> [Task statement] When you copy the data, keep every word exactly as it is and leave the pictures out.

> [Records provided]
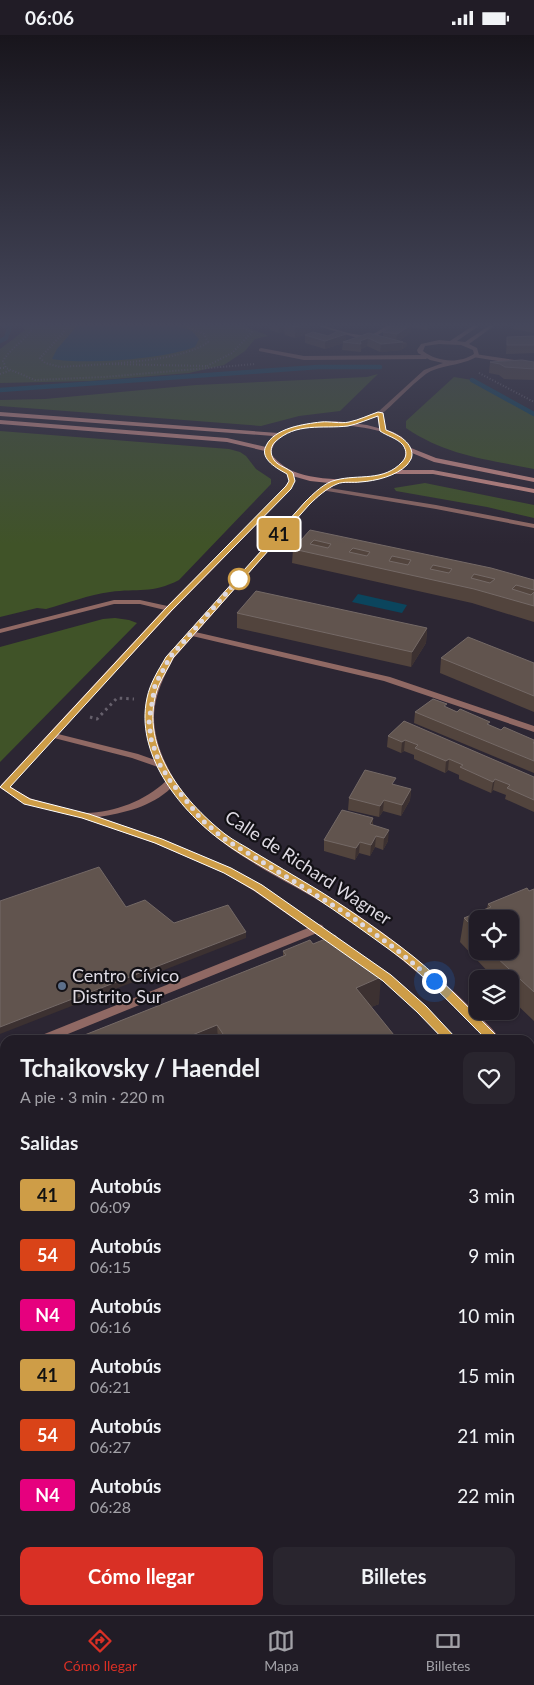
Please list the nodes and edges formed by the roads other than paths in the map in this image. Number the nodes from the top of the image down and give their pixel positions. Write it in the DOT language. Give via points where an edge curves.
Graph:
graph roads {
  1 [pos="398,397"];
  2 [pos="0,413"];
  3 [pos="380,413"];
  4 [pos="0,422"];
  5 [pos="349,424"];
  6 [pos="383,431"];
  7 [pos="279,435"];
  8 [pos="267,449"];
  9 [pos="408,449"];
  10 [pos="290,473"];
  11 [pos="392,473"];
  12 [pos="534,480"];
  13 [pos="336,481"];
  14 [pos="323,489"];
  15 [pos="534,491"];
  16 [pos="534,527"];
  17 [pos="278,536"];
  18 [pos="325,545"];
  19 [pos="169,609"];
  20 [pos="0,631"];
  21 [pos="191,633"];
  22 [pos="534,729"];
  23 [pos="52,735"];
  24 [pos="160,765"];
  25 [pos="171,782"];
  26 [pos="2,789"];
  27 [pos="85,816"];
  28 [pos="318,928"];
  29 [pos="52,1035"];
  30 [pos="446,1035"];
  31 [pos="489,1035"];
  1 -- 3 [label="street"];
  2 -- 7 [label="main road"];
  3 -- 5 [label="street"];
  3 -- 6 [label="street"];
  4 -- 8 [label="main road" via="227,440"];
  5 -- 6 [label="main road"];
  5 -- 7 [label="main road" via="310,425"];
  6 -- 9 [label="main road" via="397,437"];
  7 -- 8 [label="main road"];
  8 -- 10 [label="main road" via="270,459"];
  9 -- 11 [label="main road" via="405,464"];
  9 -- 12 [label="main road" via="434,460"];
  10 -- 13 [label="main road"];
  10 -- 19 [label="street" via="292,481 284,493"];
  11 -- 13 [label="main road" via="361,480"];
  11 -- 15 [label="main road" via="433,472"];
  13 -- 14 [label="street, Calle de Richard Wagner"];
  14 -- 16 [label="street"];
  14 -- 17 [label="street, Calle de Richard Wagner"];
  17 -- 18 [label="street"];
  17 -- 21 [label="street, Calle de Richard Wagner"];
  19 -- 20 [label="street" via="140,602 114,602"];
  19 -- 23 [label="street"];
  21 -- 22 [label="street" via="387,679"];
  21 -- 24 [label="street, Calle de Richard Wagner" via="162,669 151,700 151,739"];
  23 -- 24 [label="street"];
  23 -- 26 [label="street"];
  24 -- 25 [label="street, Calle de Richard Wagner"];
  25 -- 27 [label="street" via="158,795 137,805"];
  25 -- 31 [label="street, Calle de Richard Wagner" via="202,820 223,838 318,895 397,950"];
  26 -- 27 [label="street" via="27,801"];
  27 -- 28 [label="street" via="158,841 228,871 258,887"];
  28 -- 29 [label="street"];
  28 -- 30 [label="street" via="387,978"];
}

> [Answer area]
Please list the nodes and edges formed by the roads other than paths in the map in this image. Number the nodes from the top of the image down and give their pixel positions. Write it in the DOT language. Give via points where an edge curves.
Graph:
graph roads {
  1 [pos="398,397"];
  2 [pos="0,413"];
  3 [pos="380,413"];
  4 [pos="0,422"];
  5 [pos="349,424"];
  6 [pos="383,431"];
  7 [pos="279,435"];
  8 [pos="267,449"];
  9 [pos="408,449"];
  10 [pos="290,473"];
  11 [pos="392,473"];
  12 [pos="534,480"];
  13 [pos="336,481"];
  14 [pos="323,489"];
  15 [pos="534,491"];
  16 [pos="534,527"];
  17 [pos="278,536"];
  18 [pos="325,545"];
  19 [pos="169,609"];
  20 [pos="0,631"];
  21 [pos="191,633"];
  22 [pos="534,729"];
  23 [pos="52,735"];
  24 [pos="160,765"];
  25 [pos="171,782"];
  26 [pos="2,789"];
  27 [pos="85,816"];
  28 [pos="318,928"];
  29 [pos="52,1035"];
  30 [pos="446,1035"];
  31 [pos="489,1035"];
  1 -- 3 [label="street"];
  2 -- 7 [label="main road"];
  3 -- 5 [label="street"];
  3 -- 6 [label="street"];
  4 -- 8 [label="main road" via="227,440"];
  5 -- 6 [label="main road"];
  5 -- 7 [label="main road" via="310,425"];
  6 -- 9 [label="main road" via="397,437"];
  7 -- 8 [label="main road"];
  8 -- 10 [label="main road" via="270,459"];
  9 -- 11 [label="main road" via="405,464"];
  9 -- 12 [label="main road" via="434,460"];
  10 -- 13 [label="main road"];
  10 -- 19 [label="street" via="292,481 284,493"];
  11 -- 13 [label="main road" via="361,480"];
  11 -- 15 [label="main road" via="433,472"];
  13 -- 14 [label="street, Calle de Richard Wagner"];
  14 -- 16 [label="street"];
  14 -- 17 [label="street, Calle de Richard Wagner"];
  17 -- 18 [label="street"];
  17 -- 21 [label="street, Calle de Richard Wagner"];
  19 -- 20 [label="street" via="140,602 114,602"];
  19 -- 23 [label="street"];
  21 -- 22 [label="street" via="387,679"];
  21 -- 24 [label="street, Calle de Richard Wagner" via="162,669 151,700 151,739"];
  23 -- 24 [label="street"];
  23 -- 26 [label="street"];
  24 -- 25 [label="street, Calle de Richard Wagner"];
  25 -- 27 [label="street" via="158,795 137,805"];
  25 -- 31 [label="street, Calle de Richard Wagner" via="202,820 223,838 318,895 397,950"];
  26 -- 27 [label="street" via="27,801"];
  27 -- 28 [label="street" via="158,841 228,871 258,887"];
  28 -- 29 [label="street"];
  28 -- 30 [label="street" via="387,978"];
}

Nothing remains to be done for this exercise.